Uma investigação conduzida pela Universidade Estadual Paulista (Unesp) em Botucatu, com apoio da Fundação de Amparo à Pesquisa do Estado de São Paulo (FAPESP), trouxe à luz um dado preocupante sobre o impacto das secas no valor nutricional do néctar das flores. O estudo indica que a carência de água pode provocar uma redução de até 95% na quantidade de calorias disponíveis no néctar, um recurso vital para polinizadores como as abelhas, e crucial para a reprodução de diversas espécies vegetais, incluindo a abobrinha. Em cenários de menor gravidade, com uma diminuição de 30% nas precipitações, a queda observada no teor calórico já é significativa, atingindo 34%. Esses resultados, divulgados na revista Scientific Reports, sublinham a urgência de compreender e mitigar os efeitos das alterações climáticas nos ecossistemas naturais e agrícolas, alertando para as consequências severas na produção de alimentos e na manutenção da biodiversidade.
A pesquisa em questão revelou que, em um cenário de seca severa, a produção de açúcares no néctar por hectare de cultivo pode despencar de 1.300 quilos para meros 71 quilos. Elza Guimarães, professora do Instituto de Biociências de Botucatu da Unesp e líder da investigação publicada na Scientific Reports, enfatiza as graves implicações dessa diminuição: a ausência de alimento levaria ao afastamento das abelhas, impedindo a polinização e, por conseguinte, a frutificação das plantas, resultando em perdas expressivas para os agricultores. Essa constatação ganha ainda mais relevância frente ao recente relatório da Convenção das Nações Unidas para o Combate à Desertificação (UNCCD), que aponta para um aumento global das secas extremas em 2023 e 2024, consolidando um panorama de impactos climáticos rigorosos que se estende para 2025.

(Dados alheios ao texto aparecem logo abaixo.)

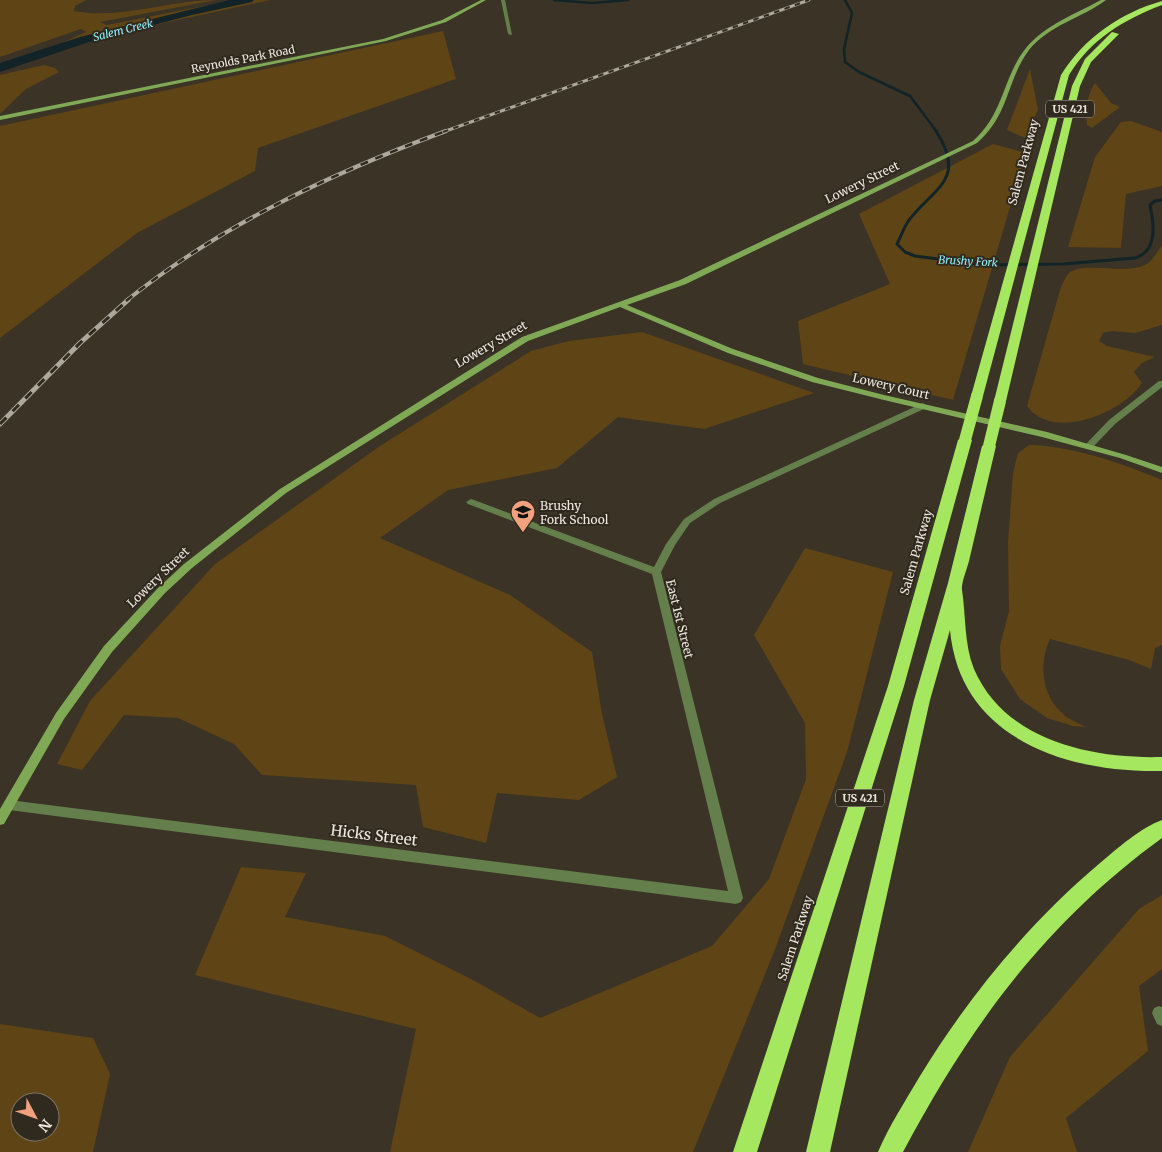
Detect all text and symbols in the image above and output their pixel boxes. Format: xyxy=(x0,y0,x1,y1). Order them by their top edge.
water label: Salem Creek xyxy=(92,16,154,44)
street label: Reynolds Park Road xyxy=(190,42,296,76)
road number: US 421 xyxy=(1046,100,1094,118)
street label: Salem Parkway xyxy=(1004,117,1042,207)
street label: Lowery Street xyxy=(822,157,902,206)
water label: Brushy Fork xyxy=(938,252,998,270)
street label: Lowery Street xyxy=(452,317,530,371)
street label: Lowery Court xyxy=(851,370,931,402)
place label: Brushy Fork School xyxy=(540,498,609,527)
school or university icon: Brushy Fork School xyxy=(510,499,536,533)
street label: Salem Parkway xyxy=(897,507,935,597)
street label: Lowery Street xyxy=(124,543,192,610)
street label: East 1st Street xyxy=(663,578,697,660)
road number: US 421 xyxy=(836,790,884,806)
street label: Hicks Street xyxy=(329,820,419,850)
street label: Salem Parkway xyxy=(774,894,816,982)
north arrow xyxy=(10,1092,60,1142)
text: N xyxy=(34,1115,55,1136)

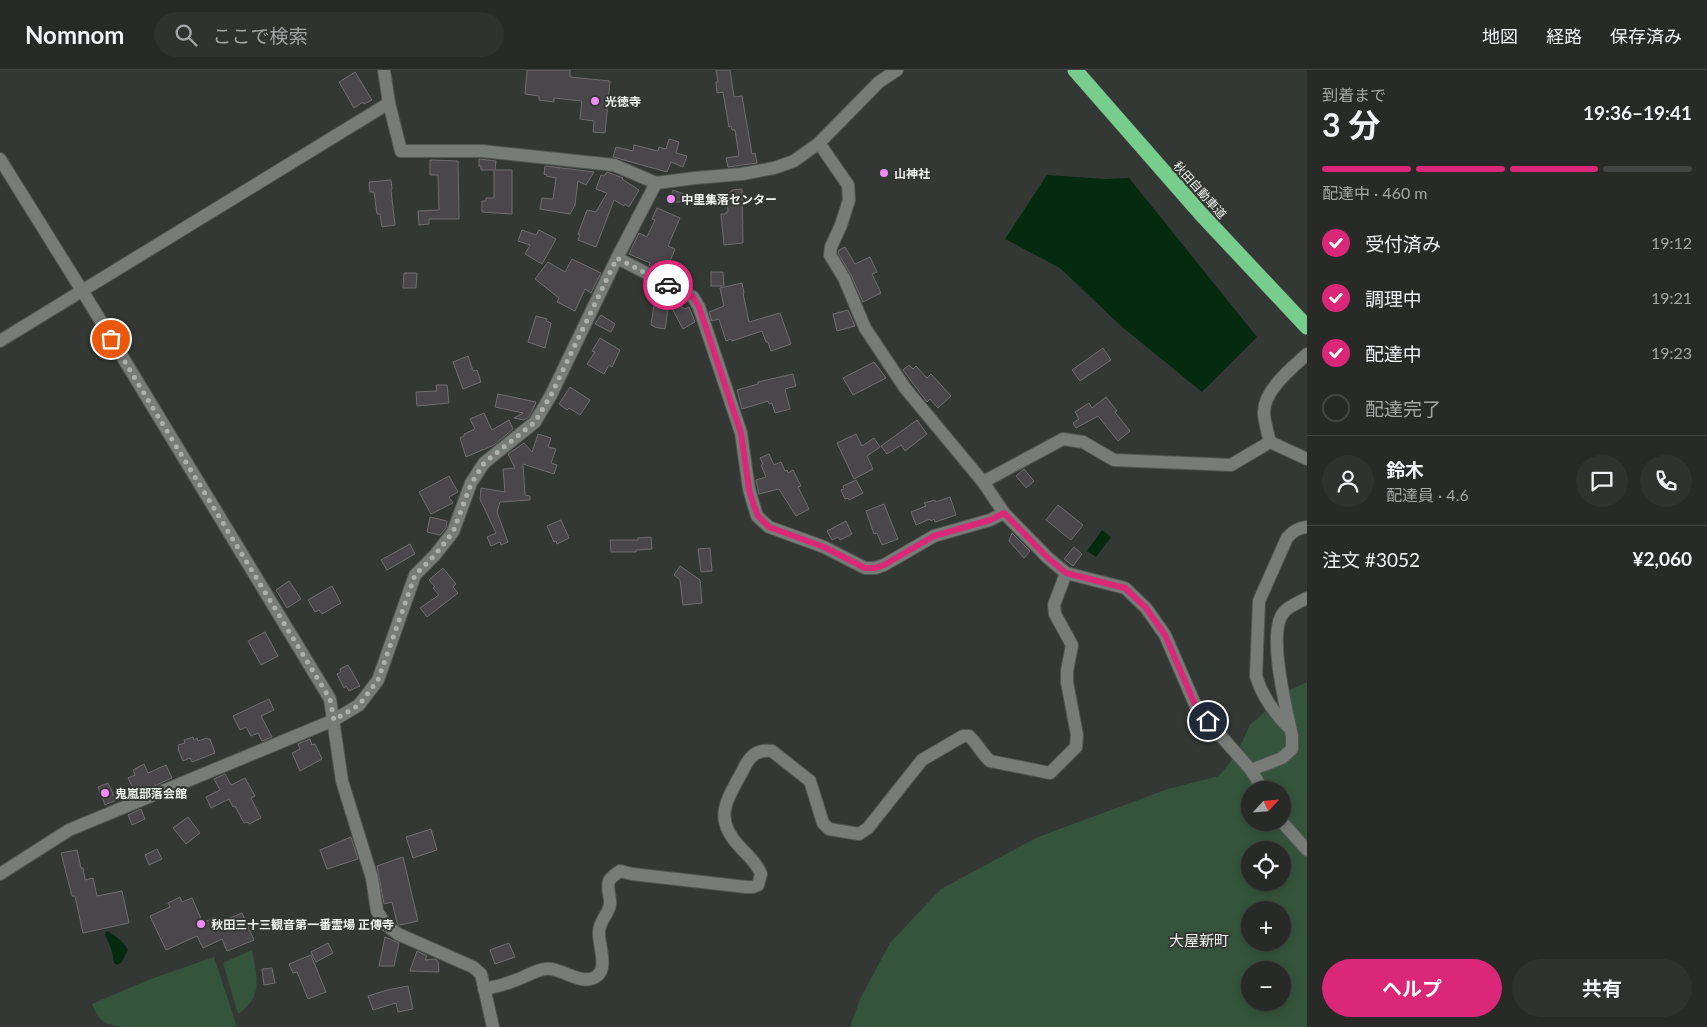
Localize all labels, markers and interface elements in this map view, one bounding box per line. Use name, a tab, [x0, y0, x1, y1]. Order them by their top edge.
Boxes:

Os experimentos foram realizados em estufas, onde plantas de abobrinha foram cultivadas sob condições hídricas que replicavam o regime pluviométrico da região de Botucatu nos últimos 40 anos, especificamente em setembro, período de cultivo da espécie. Os cientistas simularam tanto a redução quanto o excesso de chuvas, conforme as projeções do Painel Intergovernamental sobre Mudanças Climáticas (IPCC) para o final do século. Um total de 120 plantas foi dividido em quatro grupos, cada um submetido a um tratamento distinto: um grupo controle com pluviosidade normal, um grupo com redução de 30% nas chuvas, um grupo com excesso de 57% de água, e um grupo em cenário de seca extrema (80% menos chuva, seguida de irrigação intensa). Durante 60 dias, em ambiente controlado para evitar a interferência de insetos, foram mensuradas a quantidade de néctar e o teor de açúcares por flor e por planta. Os dados coletados permitiram estimar a produção de néctar e açúcares por área cultivada, fornecendo uma base sólida para as conclusões do estudo.
Apesar de o estudo ter sido conduzido em ambiente controlado e com uma espécie específica, os pesquisadores acreditam que os resultados podem ser extrapolados para ambientes naturais e outras culturas agrícolas, servindo como um alerta sobre os potenciais impactos das mudanças climáticas. Além disso, a pesquisa revelou que um aumento na pluviosidade pode elevar o teor calórico do néctar em 74%, mas os autores alertam para os perigos da chuva intensa, que pode prejudicar as plantas, dificultar a atividade dos polinizadores e causar erosão do solo. A equipe, que inclui colaborações de Carmen Boaro da Unesp e Leonardo Galetto da Universidade Nacional de Córdoba, agora direciona seus esforços para investigar como espécies nativas e outras culturas são afetadas por eventos extremos, como ondas de calor, e como as abelhas ajustam seu comportamento diante dessas alterações florais, com o objetivo de aprofundar a compreensão sobre a complexidade das interações entre plantas e polinizadores em um clima em constante transformação.